The graphics are okay where it matters, with the rockets being well detailed. The distant objects and landscapes are slightly disappointing, with the ocean looking like one piece of water-like pattern copied and pasted over and over again. Once you leave Kerbin’s atmosphere, the view really does pick up, with the view of space looking fantastic. The audio seems fairly universal, with the same audio files seeming to be used for every rocket type. For a game that is so customisable, it’s slightly disappointing for the audio in this game to be so generic. Don’t get me wrong, it’s not bad, it’s just a bit boring after you’ve heard the same sound already.
Kerbal Space Program is very entertaining; I got a great feeling of accomplishment and satisfaction after finishing my first space flight. This game certainly has a strong playability factor to it; there are endless tasks you can set yourself to try to improve your space agency. You can conduct scientific studies to improve Kerbal-kind or just try to see how far you can get. Be warned though, if your Kerbals don’t make it back they are lost, and you need to recruit more (or mount a spectacular rescue mission, but good luck with that). There were a couple of glitches here and there, with the only major one being that the settings screen doesn’t scroll all the way down, so there are some settings that I can never change. It seems glitches like this are just a byproduct of the game being ported from PC.

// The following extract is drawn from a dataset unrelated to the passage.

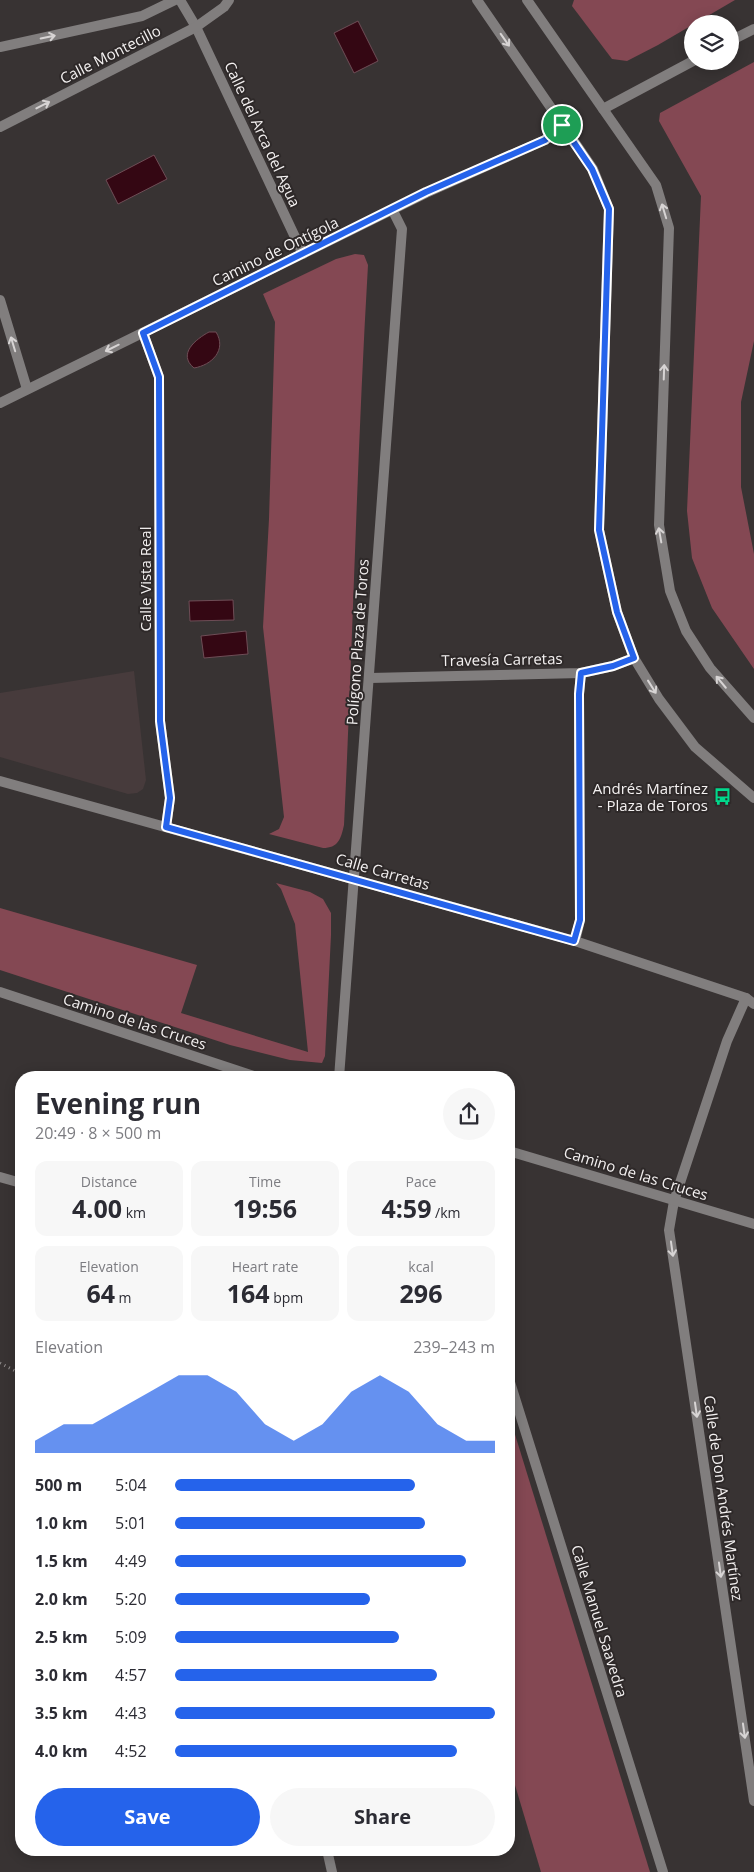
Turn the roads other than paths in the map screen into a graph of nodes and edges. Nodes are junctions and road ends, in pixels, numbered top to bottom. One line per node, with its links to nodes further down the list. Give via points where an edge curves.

The big question is: is Kerbal Space Program worth the money? KSP currently costs $39.99, with no set price or release date for regions outside of North America. At the end of the day, you get what you pay for, this isn’t the biggest title of the year, but it’s still a good game. And yes, I think it is worth the price if you like this type of game, but if you’ve never liked physics games, flight simulators or sandbox games, this isn’t the game for you.